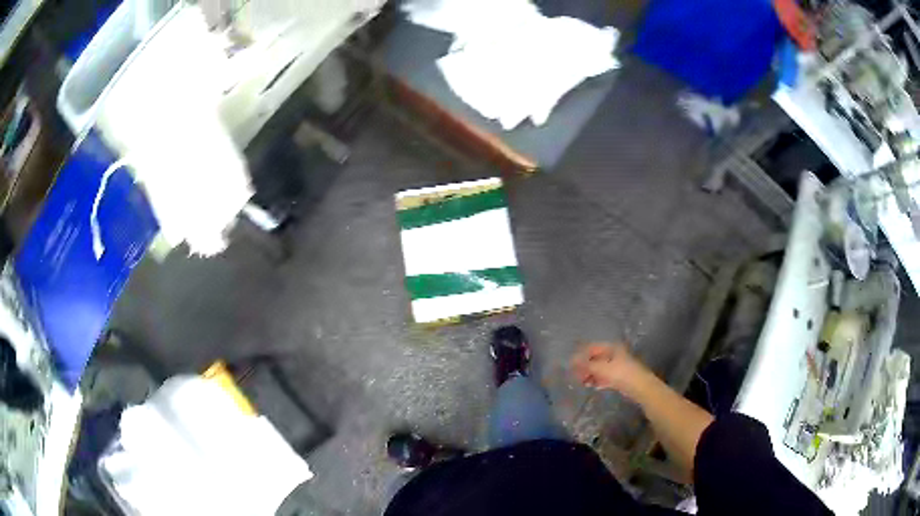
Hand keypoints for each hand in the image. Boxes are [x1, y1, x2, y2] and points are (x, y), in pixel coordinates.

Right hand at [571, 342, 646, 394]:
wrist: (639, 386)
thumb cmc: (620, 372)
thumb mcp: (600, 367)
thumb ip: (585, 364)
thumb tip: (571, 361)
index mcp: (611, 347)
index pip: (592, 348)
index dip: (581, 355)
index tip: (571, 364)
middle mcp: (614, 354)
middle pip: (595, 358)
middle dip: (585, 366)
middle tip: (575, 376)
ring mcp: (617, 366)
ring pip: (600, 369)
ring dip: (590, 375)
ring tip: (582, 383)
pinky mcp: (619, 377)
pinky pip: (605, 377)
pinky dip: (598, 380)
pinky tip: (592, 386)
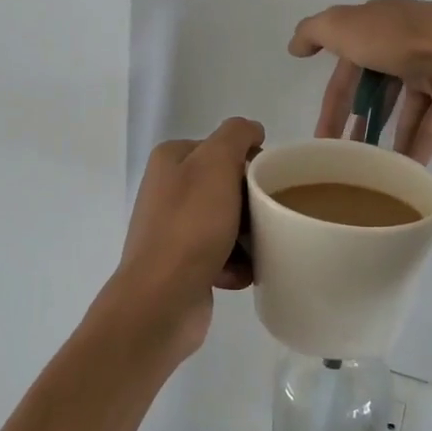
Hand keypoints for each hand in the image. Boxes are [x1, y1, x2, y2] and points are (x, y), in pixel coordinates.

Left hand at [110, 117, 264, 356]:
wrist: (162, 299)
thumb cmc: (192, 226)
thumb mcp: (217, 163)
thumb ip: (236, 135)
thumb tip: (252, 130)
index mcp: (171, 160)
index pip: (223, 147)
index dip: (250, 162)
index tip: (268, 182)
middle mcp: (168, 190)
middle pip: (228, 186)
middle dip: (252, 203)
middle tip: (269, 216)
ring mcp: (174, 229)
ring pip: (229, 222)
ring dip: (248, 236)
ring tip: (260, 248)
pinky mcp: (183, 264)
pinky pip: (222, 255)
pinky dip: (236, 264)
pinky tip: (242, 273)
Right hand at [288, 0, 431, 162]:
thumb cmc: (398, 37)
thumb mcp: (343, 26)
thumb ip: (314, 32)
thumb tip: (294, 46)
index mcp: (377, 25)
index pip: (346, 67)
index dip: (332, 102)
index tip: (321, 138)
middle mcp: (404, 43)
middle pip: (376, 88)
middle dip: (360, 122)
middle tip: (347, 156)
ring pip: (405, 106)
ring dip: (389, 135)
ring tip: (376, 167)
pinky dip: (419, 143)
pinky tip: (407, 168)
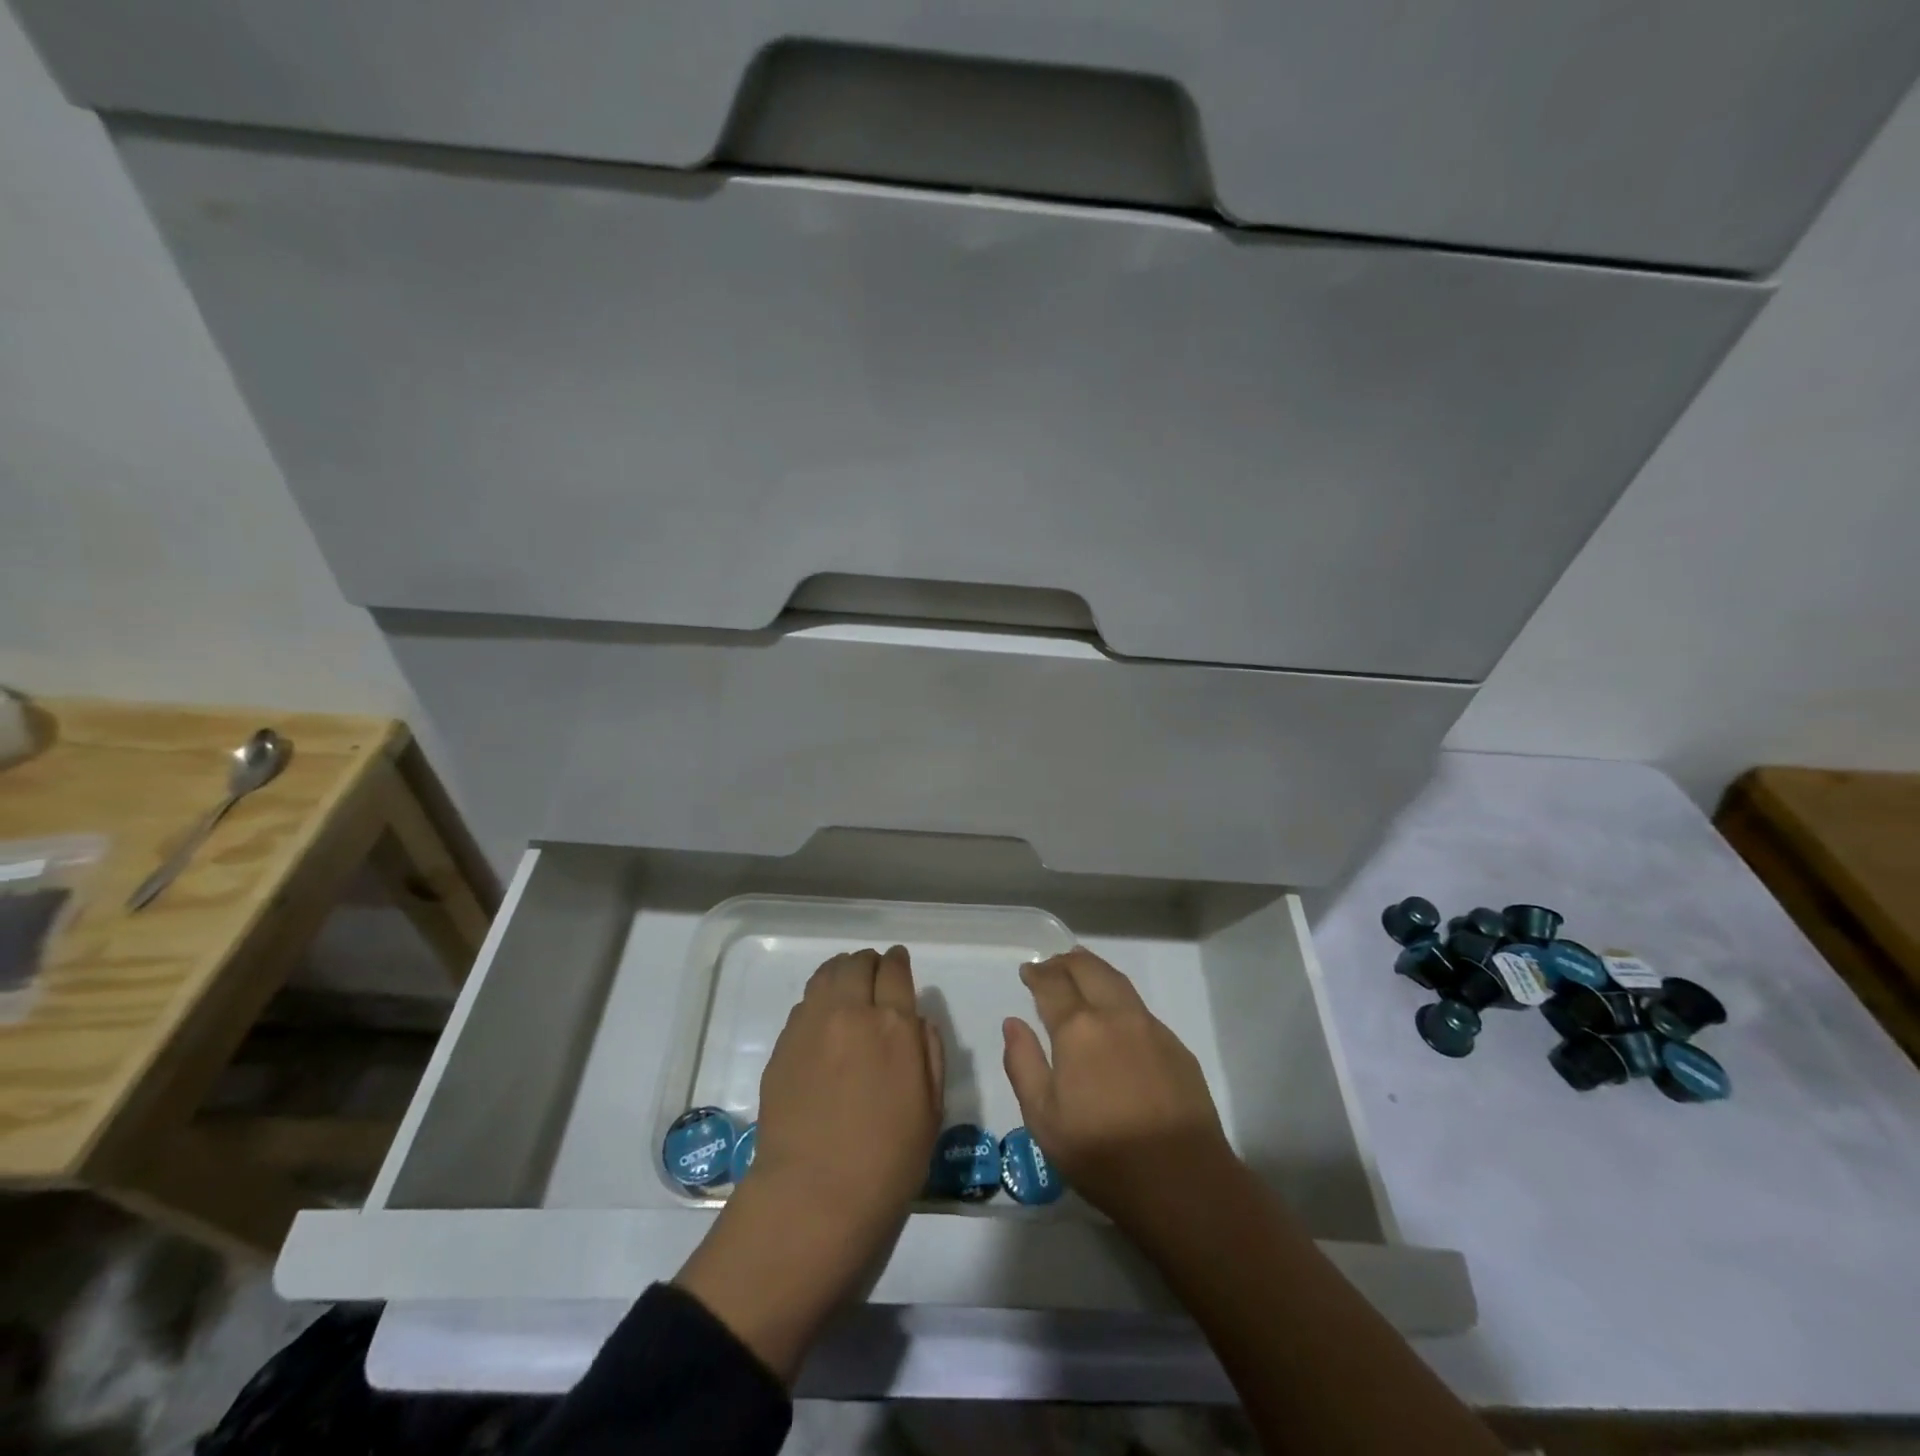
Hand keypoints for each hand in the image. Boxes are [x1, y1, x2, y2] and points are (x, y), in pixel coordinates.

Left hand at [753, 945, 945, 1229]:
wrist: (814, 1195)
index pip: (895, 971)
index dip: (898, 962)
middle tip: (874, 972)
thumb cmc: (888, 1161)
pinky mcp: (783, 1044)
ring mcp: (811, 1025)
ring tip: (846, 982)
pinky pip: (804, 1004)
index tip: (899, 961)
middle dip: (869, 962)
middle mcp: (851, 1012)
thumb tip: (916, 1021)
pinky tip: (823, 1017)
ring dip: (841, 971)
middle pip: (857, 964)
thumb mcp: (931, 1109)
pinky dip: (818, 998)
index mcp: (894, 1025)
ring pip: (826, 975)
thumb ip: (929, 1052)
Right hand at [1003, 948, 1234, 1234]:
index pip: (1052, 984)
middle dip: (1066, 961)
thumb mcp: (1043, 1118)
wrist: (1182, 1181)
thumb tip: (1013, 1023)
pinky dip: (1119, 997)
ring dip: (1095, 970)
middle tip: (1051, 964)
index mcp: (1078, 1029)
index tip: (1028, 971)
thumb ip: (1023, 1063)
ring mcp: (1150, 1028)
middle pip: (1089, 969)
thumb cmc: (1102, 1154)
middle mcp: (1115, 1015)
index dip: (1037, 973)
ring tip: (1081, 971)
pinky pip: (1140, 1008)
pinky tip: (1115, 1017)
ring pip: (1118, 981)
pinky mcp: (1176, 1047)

* * *

### Aim of the task
If a picture sits between the line containing "middle tip: (347, 156)" and the line containing "index dip: (898, 962)", leave it out, and return the lines of that range above exactly, both ends included.

### Exercise response
middle tip: (347, 156)
ring pip: (405, 106)
ring dip: (389, 135)
ring tip: (376, 167)
pinky dip: (419, 143)
pinky tip: (407, 168)
Hand keypoints for each hand in the image. Boxes are [x1, y1, x2, y2] and points are (x, y), in pixel coordinates.

Left hand at [753, 945, 945, 1229]:
wrist: (814, 1195)
index pip: (895, 971)
index dip: (898, 962)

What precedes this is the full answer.